Schedule: Tuesday, 11 March 2023; 1:00 PM - 4:00 PM
Venue: 5th Floor Mini Hall, New Building
School of Labor and Industrial Relations (SOLAIR)
Bonifacio Hall, Magsaysay Ave cor. RP de Guzman
UP Campus, Diliman, Quezon City
Abstract: During the 32 years of the Suharto dictatorship in Indonesia, the state exercised tight control over trade union activity, almost totally eliminating such activity. When the dictatorship fell in 1998, President B.J. Habibie quickly ratified the ILO covenant covering trade union rights and since then trade unions mushroomed in medium sized and large workplaces. There are now several confederations, many federations and probably thousands of individual enterprise unions. But labor remains impotent and is being pushed back on almost all fronts where it is campaigning. Fundamental reasons for this weakness include:
- Unionized labor, already fragmented to the extreme, represents and will only ever represent only a miniscule percentage of the Indonesian working masses.
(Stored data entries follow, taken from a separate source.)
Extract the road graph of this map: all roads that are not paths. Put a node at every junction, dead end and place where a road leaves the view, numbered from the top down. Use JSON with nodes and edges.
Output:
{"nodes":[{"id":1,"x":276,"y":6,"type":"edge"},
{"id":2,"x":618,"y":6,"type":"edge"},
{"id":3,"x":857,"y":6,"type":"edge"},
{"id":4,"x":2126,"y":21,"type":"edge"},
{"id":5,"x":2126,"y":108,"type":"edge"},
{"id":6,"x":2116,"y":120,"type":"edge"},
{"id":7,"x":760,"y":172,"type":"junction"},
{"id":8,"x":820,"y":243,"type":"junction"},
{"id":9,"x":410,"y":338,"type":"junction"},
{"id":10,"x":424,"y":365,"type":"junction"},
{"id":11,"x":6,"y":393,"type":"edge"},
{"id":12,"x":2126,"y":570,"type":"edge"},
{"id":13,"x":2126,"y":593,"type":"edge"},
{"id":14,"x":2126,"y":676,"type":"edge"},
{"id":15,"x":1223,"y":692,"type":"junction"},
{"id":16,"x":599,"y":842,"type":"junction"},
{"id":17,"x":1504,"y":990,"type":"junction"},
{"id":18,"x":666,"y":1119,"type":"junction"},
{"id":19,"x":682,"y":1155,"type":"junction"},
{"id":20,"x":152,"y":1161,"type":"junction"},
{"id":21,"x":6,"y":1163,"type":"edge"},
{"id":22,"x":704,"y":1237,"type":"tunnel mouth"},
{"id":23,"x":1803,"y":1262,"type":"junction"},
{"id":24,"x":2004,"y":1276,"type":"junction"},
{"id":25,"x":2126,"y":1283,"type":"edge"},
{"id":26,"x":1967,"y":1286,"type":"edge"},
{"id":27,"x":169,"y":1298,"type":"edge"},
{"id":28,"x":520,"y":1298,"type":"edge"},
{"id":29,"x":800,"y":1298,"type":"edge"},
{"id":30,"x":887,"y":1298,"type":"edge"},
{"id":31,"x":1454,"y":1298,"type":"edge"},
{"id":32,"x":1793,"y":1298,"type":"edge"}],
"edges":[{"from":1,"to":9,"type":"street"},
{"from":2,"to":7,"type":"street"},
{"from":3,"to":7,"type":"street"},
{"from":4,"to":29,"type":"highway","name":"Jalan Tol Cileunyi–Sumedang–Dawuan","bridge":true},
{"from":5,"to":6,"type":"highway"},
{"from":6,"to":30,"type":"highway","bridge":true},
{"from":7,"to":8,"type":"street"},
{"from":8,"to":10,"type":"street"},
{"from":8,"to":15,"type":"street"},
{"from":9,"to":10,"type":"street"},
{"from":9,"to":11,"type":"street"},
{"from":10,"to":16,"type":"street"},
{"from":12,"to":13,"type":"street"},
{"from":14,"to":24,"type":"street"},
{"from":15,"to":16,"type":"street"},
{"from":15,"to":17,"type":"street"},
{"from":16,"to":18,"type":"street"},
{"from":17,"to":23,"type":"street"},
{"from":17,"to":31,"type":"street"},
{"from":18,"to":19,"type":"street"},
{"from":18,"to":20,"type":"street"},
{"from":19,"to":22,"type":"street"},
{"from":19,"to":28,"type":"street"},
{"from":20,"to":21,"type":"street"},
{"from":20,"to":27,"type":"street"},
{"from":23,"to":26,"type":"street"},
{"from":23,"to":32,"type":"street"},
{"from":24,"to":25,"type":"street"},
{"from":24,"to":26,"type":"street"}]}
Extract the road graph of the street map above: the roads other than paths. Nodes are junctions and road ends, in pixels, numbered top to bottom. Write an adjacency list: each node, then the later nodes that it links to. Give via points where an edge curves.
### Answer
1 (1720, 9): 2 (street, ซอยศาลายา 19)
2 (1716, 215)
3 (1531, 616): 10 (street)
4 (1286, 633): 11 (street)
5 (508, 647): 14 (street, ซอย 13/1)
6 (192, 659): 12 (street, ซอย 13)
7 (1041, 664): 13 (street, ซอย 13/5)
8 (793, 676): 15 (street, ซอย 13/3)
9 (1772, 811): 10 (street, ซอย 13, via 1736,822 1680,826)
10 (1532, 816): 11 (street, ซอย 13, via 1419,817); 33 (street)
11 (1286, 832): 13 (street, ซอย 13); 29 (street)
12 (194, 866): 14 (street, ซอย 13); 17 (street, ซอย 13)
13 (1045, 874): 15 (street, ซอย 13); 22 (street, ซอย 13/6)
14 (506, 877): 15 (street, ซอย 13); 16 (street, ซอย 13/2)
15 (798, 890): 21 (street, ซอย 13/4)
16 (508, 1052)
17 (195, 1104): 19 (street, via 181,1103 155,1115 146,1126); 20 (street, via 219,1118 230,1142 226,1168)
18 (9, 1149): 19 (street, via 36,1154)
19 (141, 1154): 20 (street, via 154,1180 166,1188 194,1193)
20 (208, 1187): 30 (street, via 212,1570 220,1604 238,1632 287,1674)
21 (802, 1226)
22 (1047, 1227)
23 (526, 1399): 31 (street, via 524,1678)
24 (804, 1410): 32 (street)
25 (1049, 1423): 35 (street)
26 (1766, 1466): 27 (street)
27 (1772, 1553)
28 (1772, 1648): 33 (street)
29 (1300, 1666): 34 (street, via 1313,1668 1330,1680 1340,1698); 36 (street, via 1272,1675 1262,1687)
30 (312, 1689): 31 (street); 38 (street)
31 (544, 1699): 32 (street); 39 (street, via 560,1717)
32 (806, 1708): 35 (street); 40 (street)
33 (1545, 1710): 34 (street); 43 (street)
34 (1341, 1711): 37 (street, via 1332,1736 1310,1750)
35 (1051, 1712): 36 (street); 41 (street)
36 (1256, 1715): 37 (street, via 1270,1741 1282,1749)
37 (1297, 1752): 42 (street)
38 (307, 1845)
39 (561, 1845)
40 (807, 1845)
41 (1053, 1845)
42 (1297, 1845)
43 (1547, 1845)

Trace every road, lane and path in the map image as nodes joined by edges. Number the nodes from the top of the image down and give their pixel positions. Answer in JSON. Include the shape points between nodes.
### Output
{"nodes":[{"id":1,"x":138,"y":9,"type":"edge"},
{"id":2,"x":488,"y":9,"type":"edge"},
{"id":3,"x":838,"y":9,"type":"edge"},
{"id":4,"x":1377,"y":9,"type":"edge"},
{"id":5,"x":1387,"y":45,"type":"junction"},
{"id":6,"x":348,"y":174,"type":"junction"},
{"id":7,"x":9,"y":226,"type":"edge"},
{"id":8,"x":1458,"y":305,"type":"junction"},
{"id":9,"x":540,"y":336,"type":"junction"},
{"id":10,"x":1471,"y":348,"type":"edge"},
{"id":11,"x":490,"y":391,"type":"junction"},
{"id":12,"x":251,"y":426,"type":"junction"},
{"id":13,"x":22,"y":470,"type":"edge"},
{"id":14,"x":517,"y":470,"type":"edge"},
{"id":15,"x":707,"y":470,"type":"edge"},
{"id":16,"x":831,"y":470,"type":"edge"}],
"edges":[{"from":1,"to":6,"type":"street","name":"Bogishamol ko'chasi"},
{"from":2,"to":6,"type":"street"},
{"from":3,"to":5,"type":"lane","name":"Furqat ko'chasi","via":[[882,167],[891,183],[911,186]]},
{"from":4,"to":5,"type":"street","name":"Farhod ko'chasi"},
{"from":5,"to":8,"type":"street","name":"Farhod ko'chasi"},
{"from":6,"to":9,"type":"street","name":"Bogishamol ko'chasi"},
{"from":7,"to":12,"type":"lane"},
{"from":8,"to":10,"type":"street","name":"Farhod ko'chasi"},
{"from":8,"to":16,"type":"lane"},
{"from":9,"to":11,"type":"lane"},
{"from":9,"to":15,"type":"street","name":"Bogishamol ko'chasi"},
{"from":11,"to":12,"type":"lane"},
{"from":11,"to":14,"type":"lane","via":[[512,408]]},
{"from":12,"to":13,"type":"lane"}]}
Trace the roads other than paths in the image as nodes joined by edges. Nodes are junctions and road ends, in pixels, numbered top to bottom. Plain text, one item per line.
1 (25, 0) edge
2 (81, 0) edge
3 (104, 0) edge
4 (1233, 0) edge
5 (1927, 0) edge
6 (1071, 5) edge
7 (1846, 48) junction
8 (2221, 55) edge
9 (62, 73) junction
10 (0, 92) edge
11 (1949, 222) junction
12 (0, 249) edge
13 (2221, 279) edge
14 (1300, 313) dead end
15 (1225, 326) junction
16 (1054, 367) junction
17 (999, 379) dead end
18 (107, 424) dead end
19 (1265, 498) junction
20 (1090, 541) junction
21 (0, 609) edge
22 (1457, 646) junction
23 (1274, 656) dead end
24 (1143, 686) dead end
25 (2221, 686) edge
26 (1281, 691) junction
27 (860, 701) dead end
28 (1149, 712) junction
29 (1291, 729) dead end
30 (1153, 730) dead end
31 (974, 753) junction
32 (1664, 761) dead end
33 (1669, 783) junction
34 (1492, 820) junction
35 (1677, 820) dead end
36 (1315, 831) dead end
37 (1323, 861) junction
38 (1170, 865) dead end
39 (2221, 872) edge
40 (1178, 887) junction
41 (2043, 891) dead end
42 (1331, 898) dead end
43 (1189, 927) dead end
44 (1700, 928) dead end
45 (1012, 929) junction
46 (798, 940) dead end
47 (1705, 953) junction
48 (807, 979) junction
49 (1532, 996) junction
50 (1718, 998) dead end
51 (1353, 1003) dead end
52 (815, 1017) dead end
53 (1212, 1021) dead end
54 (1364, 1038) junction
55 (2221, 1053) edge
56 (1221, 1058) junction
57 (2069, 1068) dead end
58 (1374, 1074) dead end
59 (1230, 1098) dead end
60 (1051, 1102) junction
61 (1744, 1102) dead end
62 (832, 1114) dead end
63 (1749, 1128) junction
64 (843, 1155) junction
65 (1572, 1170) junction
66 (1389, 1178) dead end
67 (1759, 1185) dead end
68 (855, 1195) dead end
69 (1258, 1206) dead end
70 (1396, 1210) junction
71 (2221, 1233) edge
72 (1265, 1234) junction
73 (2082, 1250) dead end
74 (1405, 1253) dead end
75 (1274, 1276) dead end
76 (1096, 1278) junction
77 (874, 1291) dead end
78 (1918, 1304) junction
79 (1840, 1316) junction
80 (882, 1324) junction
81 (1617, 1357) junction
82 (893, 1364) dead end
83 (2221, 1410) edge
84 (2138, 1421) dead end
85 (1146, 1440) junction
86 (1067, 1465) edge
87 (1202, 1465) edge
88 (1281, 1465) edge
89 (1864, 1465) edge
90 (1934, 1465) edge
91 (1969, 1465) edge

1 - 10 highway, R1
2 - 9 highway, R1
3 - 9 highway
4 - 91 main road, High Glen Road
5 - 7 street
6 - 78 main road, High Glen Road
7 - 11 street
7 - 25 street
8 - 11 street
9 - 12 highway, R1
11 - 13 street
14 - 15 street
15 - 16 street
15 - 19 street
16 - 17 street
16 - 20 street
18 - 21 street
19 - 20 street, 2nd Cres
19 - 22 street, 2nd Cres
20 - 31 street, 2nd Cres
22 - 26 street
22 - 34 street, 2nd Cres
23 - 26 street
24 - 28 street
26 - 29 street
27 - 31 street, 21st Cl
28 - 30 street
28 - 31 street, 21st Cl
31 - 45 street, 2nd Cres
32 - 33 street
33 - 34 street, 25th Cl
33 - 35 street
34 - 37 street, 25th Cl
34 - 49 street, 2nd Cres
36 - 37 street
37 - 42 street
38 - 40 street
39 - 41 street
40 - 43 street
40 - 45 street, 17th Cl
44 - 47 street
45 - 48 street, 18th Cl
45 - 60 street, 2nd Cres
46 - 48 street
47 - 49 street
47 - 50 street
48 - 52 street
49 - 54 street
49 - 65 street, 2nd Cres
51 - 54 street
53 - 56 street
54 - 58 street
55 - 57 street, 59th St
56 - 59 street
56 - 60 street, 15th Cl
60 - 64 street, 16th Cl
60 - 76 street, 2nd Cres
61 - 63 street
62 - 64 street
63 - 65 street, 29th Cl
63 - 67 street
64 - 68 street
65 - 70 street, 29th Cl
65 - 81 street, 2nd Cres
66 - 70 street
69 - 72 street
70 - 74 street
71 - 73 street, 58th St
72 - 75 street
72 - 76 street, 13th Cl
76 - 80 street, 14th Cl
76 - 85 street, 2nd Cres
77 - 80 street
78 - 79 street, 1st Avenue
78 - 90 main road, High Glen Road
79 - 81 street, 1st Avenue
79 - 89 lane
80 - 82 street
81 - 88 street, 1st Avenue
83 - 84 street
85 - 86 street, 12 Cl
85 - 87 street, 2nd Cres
- The ghettoization of fragmented, organized labor focused on immediate wages and conditions demands separated from any discussion or struggle about the developments of the nation in general.
- The forgetting of the nation, national development and the national revolution as a consequence of the 32 years of the counter-revolutionary dictatorship – a counter revolution against the national revolution.